Literature major Adam (played here by Samson Alston) is working off his student loan in an art gallery. There he encounters Evelyn (Georgia Brindley), armed with a can of spray paint and determined to make her mark on a statue.
The artwork – a male nude – is false, she explains, having had its genital area covered by the local prudes. Truth matters a great deal to Evelyn, who, as they play unfolds, becomes something of a hypocrisy-seeking missile.
Adam and Evelyn start to date and she opens him up to new worlds of intimacy and coolness. She persuades him to hit the gym, loose some weight and upgrade his clothes.
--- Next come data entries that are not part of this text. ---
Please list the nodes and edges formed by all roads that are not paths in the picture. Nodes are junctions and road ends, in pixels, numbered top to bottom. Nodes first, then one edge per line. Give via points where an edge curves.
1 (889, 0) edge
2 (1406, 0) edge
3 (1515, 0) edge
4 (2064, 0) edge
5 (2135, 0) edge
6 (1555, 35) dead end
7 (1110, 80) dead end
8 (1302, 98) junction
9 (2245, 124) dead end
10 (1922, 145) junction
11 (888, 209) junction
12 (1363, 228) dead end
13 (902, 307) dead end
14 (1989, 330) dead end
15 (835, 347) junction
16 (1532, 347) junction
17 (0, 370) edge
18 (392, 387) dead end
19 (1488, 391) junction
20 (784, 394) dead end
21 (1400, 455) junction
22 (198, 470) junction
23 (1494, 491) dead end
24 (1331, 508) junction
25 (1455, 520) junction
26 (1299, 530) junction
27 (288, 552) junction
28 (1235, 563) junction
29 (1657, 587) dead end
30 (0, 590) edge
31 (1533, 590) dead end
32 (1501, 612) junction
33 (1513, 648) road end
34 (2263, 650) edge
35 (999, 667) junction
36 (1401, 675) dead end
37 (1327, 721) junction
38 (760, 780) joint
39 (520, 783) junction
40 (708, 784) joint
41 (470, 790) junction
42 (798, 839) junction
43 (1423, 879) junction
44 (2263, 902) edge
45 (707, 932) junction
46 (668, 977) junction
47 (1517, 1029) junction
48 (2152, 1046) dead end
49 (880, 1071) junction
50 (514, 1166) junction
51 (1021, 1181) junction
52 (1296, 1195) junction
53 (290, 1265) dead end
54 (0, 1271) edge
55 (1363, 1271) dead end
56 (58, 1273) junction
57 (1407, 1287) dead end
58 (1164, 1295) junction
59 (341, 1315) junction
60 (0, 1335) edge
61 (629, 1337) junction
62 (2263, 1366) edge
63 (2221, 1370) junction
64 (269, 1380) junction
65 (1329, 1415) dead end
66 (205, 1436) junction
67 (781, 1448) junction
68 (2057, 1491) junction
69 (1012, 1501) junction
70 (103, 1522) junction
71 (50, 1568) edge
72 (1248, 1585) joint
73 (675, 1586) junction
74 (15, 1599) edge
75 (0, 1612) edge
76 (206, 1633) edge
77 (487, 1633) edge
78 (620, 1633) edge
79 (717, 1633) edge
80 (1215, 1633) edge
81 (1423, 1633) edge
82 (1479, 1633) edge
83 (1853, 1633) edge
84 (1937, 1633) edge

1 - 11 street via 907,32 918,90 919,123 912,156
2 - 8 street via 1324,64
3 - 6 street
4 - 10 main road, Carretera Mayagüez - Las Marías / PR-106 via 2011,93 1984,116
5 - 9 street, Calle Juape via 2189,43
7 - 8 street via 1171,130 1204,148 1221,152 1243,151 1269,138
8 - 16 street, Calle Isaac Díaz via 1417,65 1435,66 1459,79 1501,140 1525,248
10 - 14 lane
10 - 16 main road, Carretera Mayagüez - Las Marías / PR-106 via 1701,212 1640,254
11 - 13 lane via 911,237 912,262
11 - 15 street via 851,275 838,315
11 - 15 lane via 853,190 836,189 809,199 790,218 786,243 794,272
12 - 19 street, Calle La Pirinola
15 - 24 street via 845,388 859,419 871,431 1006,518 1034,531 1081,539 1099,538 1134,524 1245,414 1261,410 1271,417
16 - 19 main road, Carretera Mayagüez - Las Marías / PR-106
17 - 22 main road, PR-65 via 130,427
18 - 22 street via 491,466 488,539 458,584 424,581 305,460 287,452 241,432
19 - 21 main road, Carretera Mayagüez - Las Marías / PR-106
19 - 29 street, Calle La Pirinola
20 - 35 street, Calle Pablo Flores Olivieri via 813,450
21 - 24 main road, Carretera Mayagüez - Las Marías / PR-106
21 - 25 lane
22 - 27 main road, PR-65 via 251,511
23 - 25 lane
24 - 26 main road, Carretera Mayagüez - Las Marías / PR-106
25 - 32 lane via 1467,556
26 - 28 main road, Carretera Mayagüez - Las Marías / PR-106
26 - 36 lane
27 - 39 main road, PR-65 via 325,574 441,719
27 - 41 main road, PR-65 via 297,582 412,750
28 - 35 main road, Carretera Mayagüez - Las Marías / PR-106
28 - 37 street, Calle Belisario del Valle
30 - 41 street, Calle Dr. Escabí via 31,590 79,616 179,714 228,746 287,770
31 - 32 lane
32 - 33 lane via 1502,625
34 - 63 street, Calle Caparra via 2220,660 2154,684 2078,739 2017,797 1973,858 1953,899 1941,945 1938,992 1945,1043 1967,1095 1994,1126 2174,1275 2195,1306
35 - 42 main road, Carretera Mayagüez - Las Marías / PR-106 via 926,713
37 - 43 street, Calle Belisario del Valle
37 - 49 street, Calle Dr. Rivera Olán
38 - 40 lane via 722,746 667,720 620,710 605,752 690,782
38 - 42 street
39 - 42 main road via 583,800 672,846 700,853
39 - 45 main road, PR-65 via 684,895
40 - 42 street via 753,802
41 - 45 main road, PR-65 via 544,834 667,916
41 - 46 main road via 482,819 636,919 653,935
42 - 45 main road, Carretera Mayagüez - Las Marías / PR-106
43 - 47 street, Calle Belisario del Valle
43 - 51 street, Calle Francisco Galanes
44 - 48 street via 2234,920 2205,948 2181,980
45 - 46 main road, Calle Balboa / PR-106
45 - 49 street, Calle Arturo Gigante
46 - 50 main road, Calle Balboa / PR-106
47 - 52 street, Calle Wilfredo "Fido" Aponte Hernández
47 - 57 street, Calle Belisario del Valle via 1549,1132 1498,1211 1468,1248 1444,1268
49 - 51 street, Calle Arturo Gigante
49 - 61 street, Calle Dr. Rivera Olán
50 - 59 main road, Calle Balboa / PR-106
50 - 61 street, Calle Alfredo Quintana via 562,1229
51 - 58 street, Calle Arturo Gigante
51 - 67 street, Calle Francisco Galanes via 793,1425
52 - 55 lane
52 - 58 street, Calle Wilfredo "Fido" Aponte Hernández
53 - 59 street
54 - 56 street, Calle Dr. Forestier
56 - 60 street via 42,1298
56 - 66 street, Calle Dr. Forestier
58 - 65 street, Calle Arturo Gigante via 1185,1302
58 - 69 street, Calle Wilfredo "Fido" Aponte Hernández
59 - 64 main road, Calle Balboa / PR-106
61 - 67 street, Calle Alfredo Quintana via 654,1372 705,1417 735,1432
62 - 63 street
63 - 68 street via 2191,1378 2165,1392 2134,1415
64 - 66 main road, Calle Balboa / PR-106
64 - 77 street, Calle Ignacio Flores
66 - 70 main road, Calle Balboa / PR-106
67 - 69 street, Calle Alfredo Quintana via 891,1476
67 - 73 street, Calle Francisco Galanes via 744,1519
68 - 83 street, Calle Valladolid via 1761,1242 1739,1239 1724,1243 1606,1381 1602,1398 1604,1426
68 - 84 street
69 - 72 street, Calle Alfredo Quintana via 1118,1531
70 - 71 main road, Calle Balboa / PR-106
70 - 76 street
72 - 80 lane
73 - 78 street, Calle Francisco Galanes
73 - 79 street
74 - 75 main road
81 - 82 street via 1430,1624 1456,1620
At her insistence, Adam even submits to a nose job.
Adam’s former college roommate Phillip (Tayman Jamae) views the transformation with suspicion. Not so Phillip’s fiancée Jenny (Olivia Hall-Smith), who now finds herself attracted to her guy’s newly renovated best friend.
The staging is skimpy and director-agent Les Solomon’s cast is inexperienced, but all prove competent in navigating LaBute’s twists and turns.
The Shape of Things develops in 10 taut scenes and Adam’s evolution is convincingly charted by Alston. His performance allows us to feel something of the sting Adam experiences when Evelyn springs her surprise.
Jamae plays Phillip as a hearty jock. Hall Smith is very good as Jenny, the bystander collaterally damaged in Evelyn’s scheme.
Brindley has a suitably commanding presence but her body language – a busy repertoire of contrapposto stances and heavy shrugs – needs to tone down. At the moment, everything that should be covert in Evelyn is being furiously telegraphed.